● **Problem statement**: Look through the records below for the line with "middle pip: (138, 129)". Return that line and each one after it up to and including the line with "pinky dip: (390, 139)", exactly.

● **Exercise data**:

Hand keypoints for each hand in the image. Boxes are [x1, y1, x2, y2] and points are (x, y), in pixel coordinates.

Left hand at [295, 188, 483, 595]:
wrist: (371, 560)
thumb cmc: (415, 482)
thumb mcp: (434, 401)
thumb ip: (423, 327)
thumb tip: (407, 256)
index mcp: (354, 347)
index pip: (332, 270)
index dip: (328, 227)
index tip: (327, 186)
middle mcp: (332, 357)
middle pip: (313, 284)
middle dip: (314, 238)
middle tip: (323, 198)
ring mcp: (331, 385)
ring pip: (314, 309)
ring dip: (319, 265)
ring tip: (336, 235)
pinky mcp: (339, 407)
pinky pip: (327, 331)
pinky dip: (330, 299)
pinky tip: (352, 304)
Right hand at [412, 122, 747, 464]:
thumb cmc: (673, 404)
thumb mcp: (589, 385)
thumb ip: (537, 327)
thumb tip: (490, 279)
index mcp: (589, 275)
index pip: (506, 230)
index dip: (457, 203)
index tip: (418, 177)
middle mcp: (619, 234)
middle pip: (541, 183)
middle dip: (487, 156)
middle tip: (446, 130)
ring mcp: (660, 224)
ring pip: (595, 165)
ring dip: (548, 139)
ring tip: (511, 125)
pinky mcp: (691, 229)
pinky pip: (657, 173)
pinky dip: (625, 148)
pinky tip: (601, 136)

==

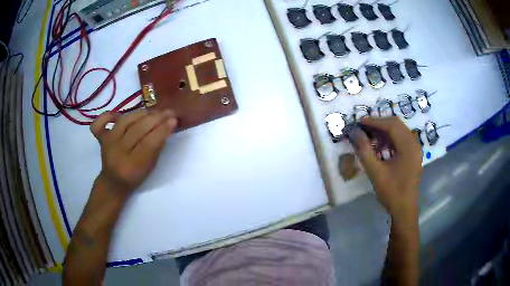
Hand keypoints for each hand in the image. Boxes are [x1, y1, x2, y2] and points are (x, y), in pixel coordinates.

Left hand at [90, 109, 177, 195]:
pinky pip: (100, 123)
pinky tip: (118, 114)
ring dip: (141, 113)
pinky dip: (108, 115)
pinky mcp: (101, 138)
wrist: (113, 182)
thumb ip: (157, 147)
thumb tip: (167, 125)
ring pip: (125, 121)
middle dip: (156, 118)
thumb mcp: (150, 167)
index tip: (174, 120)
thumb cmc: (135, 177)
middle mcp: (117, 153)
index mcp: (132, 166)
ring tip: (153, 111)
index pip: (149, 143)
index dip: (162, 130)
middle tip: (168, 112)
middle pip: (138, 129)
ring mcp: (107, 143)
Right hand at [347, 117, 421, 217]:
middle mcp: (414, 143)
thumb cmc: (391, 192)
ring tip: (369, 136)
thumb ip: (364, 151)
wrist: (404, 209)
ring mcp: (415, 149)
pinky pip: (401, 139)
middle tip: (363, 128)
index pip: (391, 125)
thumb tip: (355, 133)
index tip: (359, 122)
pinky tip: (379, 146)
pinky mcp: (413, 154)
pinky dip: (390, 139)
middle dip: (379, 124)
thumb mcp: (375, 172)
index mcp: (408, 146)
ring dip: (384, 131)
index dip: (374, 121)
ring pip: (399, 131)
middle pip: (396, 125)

● **Completed exercise**:
middle pip: (138, 129)
ring mcp: (107, 143)
Right hand at [347, 117, 421, 217]:
middle mcp: (414, 143)
thumb cmc: (391, 192)
ring tip: (369, 136)
thumb ip: (364, 151)
wrist: (404, 209)
ring mcp: (415, 149)
pinky pip: (401, 139)
middle tip: (363, 128)
index pip: (391, 125)
thumb tip: (355, 133)
index tip: (359, 122)
pinky tip: (379, 146)
pinky mcp: (413, 154)
pinky dip: (390, 139)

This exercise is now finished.